Start of Provided entries
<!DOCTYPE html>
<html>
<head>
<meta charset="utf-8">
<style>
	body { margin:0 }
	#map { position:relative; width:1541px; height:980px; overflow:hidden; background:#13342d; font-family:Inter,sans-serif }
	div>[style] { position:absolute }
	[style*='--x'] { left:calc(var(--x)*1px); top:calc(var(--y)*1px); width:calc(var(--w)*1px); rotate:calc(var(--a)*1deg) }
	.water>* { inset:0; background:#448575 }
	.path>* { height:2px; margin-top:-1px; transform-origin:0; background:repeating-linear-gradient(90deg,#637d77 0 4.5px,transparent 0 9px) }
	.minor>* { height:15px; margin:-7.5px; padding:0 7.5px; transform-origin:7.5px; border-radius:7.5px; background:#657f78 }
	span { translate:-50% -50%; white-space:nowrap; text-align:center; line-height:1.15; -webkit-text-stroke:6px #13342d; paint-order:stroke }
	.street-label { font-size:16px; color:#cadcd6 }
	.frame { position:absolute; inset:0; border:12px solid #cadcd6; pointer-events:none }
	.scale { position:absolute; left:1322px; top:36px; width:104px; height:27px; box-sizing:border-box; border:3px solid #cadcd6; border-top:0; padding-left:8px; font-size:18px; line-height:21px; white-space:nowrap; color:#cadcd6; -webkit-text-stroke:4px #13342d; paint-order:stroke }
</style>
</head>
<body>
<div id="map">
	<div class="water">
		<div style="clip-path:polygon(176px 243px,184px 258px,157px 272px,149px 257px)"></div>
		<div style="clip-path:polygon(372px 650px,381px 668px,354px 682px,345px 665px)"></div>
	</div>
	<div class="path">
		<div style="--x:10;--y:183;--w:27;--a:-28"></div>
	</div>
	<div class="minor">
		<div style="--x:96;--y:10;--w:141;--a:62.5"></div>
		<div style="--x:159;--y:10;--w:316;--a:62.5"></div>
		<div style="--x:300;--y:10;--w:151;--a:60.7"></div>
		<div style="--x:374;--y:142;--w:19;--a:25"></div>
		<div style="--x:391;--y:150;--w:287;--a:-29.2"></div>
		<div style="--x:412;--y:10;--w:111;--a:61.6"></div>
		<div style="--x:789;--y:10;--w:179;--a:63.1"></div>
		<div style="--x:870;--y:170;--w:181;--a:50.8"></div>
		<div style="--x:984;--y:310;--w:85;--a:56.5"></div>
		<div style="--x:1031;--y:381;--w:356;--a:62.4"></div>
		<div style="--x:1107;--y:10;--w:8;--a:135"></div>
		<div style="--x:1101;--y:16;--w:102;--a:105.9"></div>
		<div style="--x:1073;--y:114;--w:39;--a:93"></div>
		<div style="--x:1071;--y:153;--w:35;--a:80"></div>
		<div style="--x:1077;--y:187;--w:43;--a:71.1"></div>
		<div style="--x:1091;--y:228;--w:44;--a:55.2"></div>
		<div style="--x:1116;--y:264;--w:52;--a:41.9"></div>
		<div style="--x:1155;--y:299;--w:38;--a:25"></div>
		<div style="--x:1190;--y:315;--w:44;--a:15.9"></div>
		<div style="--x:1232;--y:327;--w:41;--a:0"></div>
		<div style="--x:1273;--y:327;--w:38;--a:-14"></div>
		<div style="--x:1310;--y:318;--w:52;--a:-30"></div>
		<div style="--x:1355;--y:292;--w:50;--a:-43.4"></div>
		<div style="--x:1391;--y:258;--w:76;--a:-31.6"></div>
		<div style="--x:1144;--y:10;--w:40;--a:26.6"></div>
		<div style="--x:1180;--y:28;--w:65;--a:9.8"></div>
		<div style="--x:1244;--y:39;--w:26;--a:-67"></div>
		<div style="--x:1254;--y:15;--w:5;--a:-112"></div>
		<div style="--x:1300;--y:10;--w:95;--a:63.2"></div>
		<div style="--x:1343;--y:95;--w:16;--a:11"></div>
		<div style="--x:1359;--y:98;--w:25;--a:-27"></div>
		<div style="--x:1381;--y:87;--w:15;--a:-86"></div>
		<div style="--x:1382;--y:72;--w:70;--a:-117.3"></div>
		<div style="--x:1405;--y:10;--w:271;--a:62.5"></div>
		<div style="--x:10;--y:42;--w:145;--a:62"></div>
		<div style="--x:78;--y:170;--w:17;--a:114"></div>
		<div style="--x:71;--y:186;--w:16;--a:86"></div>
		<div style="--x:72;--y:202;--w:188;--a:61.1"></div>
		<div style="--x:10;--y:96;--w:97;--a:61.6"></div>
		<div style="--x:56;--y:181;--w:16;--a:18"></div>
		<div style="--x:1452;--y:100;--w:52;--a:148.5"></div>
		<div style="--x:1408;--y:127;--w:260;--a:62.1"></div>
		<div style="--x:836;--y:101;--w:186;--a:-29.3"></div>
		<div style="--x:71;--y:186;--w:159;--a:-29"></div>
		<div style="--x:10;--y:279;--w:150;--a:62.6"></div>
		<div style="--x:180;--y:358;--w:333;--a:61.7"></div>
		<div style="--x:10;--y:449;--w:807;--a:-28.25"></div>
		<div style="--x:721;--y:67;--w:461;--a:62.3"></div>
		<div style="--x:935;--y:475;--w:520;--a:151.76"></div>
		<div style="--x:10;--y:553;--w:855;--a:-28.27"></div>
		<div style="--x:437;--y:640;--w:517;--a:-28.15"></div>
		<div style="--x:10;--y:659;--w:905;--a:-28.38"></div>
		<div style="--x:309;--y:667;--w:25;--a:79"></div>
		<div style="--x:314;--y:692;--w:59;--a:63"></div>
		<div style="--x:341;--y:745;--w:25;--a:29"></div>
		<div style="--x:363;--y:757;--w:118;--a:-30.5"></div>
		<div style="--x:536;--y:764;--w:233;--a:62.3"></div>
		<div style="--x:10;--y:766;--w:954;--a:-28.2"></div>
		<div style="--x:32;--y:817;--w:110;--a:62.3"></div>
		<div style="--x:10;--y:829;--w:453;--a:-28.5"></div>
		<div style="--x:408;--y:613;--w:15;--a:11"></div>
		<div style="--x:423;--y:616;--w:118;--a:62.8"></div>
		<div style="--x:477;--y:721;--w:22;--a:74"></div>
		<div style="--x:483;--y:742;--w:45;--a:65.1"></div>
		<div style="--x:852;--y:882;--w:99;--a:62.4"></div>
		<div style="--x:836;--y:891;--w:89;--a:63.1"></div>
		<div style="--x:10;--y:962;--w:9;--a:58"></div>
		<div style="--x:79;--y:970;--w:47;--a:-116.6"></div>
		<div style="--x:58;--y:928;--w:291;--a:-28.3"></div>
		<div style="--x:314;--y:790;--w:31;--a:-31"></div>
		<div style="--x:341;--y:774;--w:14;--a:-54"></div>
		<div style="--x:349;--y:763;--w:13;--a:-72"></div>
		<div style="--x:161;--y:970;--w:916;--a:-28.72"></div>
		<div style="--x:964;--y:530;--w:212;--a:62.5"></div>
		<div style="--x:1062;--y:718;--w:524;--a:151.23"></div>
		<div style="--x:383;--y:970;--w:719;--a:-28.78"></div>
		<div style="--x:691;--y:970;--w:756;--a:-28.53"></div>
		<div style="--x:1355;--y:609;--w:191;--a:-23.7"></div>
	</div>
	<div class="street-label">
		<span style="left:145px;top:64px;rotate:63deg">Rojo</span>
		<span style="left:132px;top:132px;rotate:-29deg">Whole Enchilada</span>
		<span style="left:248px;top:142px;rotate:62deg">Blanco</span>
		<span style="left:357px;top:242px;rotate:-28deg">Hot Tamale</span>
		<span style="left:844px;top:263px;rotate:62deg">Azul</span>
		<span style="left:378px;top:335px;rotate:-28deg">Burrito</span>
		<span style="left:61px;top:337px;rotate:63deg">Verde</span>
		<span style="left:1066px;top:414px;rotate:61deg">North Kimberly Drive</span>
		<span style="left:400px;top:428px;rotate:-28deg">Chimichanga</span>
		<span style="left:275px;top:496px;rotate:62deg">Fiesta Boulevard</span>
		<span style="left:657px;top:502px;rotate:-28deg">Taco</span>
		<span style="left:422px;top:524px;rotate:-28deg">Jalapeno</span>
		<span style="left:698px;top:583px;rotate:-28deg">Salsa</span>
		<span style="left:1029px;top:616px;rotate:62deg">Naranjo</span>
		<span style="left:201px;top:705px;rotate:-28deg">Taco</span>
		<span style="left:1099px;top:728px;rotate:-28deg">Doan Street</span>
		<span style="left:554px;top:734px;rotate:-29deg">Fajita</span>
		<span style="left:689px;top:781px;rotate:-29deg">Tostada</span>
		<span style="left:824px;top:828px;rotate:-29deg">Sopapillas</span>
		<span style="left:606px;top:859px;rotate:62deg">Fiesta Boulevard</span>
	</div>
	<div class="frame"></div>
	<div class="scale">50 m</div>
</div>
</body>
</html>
End of Provided entries
Start of Provided entries
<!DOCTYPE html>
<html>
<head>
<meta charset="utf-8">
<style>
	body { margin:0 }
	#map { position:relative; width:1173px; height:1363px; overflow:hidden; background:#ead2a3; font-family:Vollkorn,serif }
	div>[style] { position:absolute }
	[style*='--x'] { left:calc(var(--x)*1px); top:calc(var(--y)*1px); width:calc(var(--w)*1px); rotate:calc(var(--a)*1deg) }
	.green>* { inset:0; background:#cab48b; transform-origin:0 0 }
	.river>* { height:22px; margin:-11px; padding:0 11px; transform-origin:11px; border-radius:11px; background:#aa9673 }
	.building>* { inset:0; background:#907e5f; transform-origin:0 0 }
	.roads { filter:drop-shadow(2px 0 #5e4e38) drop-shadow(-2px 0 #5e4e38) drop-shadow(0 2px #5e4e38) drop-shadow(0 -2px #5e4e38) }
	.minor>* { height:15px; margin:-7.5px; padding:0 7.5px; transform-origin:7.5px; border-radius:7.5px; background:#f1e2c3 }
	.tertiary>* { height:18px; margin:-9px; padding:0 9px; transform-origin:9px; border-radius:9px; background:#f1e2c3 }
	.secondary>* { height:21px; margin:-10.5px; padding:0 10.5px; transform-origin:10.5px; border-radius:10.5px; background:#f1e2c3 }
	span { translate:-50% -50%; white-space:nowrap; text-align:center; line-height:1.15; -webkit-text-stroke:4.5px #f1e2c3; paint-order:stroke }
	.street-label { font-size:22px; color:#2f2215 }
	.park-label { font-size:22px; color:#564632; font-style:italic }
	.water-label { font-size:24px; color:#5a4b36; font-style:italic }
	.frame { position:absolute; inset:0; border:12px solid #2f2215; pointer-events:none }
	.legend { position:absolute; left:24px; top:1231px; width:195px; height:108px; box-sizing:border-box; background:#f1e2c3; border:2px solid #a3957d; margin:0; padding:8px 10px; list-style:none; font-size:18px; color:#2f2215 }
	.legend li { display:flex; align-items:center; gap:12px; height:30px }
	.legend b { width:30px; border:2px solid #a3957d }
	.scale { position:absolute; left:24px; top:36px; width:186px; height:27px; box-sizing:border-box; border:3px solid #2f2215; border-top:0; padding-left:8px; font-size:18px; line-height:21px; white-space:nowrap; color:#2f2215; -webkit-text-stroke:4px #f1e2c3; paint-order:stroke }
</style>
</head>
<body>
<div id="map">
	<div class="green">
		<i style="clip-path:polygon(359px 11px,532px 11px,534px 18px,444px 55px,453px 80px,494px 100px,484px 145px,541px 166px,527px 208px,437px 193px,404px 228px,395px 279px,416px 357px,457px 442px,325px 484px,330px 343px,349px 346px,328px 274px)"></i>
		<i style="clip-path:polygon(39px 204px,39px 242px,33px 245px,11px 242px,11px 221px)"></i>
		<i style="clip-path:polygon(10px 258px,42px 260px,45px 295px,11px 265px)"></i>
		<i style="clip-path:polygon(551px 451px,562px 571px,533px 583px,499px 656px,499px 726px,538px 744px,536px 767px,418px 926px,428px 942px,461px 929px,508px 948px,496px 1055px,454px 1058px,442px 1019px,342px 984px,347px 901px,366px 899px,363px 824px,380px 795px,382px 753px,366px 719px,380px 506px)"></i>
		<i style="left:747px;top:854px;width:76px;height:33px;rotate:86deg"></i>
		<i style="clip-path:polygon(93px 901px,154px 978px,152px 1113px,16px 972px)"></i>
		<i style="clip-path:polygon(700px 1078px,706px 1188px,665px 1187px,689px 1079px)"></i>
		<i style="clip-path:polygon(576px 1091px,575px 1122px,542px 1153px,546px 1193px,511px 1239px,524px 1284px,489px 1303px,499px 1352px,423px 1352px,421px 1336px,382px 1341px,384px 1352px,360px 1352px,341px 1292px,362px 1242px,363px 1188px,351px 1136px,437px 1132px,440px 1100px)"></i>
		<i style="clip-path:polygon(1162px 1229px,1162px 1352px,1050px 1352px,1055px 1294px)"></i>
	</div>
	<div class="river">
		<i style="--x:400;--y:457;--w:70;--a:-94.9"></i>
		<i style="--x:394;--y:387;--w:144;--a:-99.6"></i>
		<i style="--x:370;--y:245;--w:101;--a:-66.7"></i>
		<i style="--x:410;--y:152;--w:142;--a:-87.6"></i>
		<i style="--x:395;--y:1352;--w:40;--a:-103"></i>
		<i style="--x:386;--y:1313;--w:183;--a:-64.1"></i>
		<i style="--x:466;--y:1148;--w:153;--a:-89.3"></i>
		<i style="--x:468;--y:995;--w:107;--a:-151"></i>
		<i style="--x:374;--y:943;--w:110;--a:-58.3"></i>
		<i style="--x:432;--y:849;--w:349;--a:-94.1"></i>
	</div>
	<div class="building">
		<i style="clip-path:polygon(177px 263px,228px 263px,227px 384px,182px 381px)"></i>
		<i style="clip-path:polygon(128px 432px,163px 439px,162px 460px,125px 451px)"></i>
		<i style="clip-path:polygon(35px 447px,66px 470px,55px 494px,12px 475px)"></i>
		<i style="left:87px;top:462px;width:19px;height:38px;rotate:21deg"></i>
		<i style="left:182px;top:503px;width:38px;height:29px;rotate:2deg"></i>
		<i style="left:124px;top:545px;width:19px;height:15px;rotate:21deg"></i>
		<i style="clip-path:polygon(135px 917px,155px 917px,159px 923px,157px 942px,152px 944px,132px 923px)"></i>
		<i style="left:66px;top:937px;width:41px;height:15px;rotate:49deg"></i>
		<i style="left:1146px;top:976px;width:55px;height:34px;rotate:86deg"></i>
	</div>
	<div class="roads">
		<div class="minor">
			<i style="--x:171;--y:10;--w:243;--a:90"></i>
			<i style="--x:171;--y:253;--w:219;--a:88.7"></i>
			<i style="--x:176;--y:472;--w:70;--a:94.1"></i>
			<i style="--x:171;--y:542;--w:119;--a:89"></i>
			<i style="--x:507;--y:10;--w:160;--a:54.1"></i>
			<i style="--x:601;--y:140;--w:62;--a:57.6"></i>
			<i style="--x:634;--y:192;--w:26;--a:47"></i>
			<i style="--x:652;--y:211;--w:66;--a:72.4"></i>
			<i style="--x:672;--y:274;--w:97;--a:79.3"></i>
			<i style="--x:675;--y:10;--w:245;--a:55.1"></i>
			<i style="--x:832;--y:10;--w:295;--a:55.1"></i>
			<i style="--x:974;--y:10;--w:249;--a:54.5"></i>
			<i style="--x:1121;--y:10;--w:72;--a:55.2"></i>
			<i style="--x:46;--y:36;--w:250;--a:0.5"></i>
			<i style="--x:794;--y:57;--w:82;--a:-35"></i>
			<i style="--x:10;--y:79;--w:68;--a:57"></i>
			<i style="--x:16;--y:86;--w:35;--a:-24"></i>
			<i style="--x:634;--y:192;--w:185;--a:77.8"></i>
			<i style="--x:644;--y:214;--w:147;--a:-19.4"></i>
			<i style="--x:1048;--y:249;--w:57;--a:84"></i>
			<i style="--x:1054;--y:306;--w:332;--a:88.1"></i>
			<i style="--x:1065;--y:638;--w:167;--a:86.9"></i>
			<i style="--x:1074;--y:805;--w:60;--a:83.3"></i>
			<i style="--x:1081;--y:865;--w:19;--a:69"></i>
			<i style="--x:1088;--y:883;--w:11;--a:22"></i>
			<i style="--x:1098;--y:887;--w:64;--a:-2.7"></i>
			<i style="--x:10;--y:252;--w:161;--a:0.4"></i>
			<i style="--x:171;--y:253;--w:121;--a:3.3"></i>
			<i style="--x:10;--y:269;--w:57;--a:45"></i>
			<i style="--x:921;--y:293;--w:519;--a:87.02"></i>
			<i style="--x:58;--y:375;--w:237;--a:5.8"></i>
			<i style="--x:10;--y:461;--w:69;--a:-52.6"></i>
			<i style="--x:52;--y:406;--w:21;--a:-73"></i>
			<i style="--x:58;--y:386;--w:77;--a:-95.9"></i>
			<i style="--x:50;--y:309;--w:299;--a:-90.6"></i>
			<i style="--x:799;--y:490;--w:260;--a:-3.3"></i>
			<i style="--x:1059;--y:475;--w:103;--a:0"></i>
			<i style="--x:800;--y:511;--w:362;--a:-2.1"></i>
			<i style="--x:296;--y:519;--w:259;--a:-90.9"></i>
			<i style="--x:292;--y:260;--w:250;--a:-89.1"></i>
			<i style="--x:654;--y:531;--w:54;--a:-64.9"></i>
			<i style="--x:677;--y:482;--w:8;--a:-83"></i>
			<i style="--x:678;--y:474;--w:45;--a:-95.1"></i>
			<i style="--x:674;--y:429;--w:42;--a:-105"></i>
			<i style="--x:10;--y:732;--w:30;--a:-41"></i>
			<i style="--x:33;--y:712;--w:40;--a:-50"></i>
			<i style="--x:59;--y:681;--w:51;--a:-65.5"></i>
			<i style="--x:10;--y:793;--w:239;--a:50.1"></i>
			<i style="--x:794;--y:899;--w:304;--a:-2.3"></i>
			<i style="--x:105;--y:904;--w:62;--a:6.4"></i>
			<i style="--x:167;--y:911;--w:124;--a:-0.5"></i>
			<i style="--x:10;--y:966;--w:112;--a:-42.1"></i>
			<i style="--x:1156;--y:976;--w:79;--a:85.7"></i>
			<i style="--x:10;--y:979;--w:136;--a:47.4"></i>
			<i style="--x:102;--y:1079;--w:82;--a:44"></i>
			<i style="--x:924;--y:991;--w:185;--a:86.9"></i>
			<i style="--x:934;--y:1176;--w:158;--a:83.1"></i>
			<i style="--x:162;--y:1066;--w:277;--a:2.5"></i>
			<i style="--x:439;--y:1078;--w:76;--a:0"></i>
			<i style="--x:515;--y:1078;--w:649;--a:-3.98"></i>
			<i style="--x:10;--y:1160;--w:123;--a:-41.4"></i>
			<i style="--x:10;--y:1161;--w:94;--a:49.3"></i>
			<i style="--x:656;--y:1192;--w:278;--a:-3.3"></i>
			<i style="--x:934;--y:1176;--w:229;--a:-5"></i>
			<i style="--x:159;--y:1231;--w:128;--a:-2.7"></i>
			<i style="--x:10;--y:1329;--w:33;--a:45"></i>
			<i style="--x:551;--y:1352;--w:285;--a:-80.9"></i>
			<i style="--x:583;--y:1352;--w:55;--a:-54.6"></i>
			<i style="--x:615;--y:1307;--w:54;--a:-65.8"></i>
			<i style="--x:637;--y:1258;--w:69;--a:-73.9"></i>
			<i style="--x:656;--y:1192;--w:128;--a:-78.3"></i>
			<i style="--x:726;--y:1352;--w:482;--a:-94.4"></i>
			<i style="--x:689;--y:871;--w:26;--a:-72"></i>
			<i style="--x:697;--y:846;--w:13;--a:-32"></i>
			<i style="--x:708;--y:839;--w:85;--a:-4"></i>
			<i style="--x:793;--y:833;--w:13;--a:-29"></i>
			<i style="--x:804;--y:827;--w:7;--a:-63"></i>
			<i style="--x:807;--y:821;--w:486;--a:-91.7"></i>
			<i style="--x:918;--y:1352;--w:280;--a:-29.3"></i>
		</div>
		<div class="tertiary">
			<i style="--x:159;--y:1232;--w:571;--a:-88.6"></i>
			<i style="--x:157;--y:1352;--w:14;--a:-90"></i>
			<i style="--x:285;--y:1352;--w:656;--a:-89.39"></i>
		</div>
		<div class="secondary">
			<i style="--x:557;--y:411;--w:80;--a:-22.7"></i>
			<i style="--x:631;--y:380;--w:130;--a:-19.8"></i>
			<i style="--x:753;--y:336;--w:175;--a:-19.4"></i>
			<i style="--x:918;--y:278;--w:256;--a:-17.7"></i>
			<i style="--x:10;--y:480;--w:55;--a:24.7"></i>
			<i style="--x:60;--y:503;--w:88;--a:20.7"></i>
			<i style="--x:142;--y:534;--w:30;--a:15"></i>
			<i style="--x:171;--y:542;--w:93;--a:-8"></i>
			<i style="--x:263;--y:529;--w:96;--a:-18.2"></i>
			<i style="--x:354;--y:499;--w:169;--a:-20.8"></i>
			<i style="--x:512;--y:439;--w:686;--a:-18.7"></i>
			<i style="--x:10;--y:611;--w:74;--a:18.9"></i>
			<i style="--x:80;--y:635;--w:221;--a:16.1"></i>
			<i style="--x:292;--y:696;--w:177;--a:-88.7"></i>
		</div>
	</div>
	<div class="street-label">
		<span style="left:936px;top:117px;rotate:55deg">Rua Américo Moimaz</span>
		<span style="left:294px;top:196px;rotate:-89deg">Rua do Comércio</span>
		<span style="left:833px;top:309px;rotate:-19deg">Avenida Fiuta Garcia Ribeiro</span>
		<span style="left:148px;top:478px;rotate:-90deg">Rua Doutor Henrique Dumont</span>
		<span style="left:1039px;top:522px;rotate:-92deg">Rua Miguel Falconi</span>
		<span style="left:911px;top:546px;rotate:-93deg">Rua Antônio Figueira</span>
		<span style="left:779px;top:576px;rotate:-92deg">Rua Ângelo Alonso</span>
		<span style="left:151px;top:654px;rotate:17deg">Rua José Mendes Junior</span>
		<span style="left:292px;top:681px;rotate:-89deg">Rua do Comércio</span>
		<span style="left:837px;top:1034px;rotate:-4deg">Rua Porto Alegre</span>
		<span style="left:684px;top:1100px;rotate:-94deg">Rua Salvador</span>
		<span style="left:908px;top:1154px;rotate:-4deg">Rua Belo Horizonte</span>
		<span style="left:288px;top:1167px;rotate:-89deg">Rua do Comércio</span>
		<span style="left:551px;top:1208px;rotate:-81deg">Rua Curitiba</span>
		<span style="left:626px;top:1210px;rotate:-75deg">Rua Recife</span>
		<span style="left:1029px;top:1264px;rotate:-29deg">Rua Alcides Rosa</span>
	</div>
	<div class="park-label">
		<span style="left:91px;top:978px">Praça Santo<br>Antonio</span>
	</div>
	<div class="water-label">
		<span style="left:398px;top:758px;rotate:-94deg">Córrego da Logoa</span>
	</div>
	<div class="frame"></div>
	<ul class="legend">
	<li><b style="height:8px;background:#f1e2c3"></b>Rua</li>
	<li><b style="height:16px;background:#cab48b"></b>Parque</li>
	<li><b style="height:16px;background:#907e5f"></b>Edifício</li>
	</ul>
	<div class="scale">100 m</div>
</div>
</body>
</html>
End of Provided entries
> [Exercise description]: Locate all lines in the listing above with the word "serif". Copy them.

> [Solution to the exercise]:
	#map { position:relative; width:1541px; height:980px; overflow:hidden; background:#13342d; font-family:Inter,sans-serif }
	#map { position:relative; width:1173px; height:1363px; overflow:hidden; background:#ead2a3; font-family:Vollkorn,serif }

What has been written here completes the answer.